# Kenmore Washing Machine



## DangerMouse (Jul 17, 2008)

Hi and welcome to the forum.

Have you tried a spin cycle with nothing in it yet?

DM


----------



## Jimmer (Jan 20, 2010)

Yes I have just tried it. No water/clothes and it appears to spin ok.


----------



## boman47k (Aug 25, 2006)

Hmmm, unbalanced load maybe

If not, raise the top and seeif it has the round rubber pieces in the corners to help hold the tub straight. Sorry, I cannot remember what they are called. Roundrubber pieces about 3 to 4 inches long with plastic-like pieces that attach to the tub on one end and the frame on one end.

Top loader, right?
Just started this?

While you have the top up, also look in rear corners to see if it has what is called a snubber ( I think). It be an "A" shaped metal piece witht he apex attached at the tub, the legs to the frame. The apex of it should have a rubber bushing or washer on it.
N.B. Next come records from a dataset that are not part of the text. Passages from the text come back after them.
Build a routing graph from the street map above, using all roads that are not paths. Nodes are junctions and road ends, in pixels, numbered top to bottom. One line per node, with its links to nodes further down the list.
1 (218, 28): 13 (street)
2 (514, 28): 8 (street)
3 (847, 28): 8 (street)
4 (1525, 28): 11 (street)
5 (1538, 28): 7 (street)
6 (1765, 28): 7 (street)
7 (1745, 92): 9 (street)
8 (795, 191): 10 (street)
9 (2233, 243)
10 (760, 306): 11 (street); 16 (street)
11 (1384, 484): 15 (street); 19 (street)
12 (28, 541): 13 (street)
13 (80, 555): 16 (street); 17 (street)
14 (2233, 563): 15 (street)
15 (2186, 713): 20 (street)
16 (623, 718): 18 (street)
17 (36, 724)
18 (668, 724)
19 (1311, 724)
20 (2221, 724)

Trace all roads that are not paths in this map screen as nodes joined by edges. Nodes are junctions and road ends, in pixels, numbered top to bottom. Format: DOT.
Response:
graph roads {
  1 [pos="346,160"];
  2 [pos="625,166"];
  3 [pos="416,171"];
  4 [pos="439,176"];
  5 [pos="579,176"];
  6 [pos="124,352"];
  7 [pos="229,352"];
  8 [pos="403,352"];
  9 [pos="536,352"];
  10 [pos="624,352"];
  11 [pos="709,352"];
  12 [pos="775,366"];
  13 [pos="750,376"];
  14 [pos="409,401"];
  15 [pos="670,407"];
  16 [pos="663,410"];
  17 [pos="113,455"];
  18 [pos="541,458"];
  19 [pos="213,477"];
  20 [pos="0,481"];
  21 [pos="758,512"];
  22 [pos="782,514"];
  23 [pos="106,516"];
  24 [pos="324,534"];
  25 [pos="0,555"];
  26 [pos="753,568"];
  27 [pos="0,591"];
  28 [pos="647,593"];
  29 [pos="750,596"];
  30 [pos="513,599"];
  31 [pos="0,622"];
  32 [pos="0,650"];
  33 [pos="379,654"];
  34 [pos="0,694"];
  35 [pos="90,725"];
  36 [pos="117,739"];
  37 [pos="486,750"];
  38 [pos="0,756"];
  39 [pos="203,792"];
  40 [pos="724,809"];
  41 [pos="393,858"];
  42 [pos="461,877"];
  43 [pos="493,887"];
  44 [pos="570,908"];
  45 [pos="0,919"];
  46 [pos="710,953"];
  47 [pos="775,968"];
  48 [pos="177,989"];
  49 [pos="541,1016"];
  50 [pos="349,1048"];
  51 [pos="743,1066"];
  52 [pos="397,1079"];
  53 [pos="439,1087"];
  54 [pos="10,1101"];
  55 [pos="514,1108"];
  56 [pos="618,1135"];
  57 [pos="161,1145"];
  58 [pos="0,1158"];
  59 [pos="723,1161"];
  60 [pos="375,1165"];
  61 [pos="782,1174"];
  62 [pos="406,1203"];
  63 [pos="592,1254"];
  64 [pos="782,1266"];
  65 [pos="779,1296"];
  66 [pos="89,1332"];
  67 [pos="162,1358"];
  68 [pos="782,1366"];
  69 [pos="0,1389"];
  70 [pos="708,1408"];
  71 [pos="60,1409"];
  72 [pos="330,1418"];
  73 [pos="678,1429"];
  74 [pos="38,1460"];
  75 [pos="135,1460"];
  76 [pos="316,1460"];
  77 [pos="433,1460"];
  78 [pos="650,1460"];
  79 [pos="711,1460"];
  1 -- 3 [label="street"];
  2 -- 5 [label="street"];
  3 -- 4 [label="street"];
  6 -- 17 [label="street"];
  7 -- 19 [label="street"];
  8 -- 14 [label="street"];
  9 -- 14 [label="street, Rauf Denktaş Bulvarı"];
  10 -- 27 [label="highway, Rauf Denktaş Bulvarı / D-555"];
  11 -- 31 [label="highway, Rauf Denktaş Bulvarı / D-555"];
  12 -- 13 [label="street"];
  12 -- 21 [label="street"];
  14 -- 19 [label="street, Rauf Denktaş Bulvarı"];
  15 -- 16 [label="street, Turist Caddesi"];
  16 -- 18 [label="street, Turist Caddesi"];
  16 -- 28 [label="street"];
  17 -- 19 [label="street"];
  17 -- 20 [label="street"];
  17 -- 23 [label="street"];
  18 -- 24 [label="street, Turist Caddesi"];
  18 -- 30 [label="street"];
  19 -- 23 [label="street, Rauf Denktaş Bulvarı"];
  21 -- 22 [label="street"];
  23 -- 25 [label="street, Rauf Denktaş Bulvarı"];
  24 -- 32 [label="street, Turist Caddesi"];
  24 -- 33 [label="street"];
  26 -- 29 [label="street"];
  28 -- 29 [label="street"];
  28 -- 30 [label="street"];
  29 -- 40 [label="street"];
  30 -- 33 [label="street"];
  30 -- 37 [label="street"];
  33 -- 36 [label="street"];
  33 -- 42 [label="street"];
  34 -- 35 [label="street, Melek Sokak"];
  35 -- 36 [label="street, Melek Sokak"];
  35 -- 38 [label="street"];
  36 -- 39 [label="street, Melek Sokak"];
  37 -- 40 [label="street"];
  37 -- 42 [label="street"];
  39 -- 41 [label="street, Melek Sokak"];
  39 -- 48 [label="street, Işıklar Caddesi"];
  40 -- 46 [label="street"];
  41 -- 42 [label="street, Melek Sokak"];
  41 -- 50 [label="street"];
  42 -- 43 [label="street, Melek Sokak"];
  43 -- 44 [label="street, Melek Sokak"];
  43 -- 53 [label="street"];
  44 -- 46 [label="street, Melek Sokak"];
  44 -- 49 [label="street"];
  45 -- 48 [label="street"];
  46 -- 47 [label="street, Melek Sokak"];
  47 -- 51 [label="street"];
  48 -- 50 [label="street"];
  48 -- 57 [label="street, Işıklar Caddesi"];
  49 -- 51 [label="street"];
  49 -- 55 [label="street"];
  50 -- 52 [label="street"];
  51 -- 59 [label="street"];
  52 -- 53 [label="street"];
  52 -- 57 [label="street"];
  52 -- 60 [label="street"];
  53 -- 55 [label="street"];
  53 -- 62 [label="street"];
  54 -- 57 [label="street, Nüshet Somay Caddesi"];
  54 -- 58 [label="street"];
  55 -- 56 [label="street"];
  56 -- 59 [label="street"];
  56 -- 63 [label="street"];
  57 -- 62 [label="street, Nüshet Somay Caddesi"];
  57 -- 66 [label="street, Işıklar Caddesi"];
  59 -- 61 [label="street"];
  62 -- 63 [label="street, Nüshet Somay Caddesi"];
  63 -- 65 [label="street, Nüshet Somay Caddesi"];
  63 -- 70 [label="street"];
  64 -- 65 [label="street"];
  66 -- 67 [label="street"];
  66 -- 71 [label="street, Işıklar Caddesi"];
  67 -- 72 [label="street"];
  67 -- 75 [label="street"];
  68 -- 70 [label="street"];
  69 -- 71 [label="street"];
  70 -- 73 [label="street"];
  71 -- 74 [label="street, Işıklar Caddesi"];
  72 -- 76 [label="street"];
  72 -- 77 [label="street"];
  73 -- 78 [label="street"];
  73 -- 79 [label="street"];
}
If I was there, I could prolly help with this problem. Not knowing the type, model etc. and being unable to recall the names of parts makes it difficult. 

May be as simple as reajusting the legs.


----------



## Jimmer (Jan 20, 2010)

*Problem Solved*

FYI information:
I have a Sears Kenmore Model 110.29522800.
I went to a local Sears repair center and picked up a coupler, apparently very common in causing my vibration problem. This did not take care of it.

But while I was there I heard a gentleman behind the counter saying to someone else that he use to repair washer machines. So when I went back I talked to him about my problem. He stated to me that he found out on many occasions, that the pads the tub sits on and moves when the machine is in the spin mode start to wear down. 

There are two sets of three. I replaced them and machine is working fine.
The pads are a hard plastic and did not appear to be worn that much. But you could tell that there was a little wear and slight indentations. 
Hope this helps if someone has this same problem


----------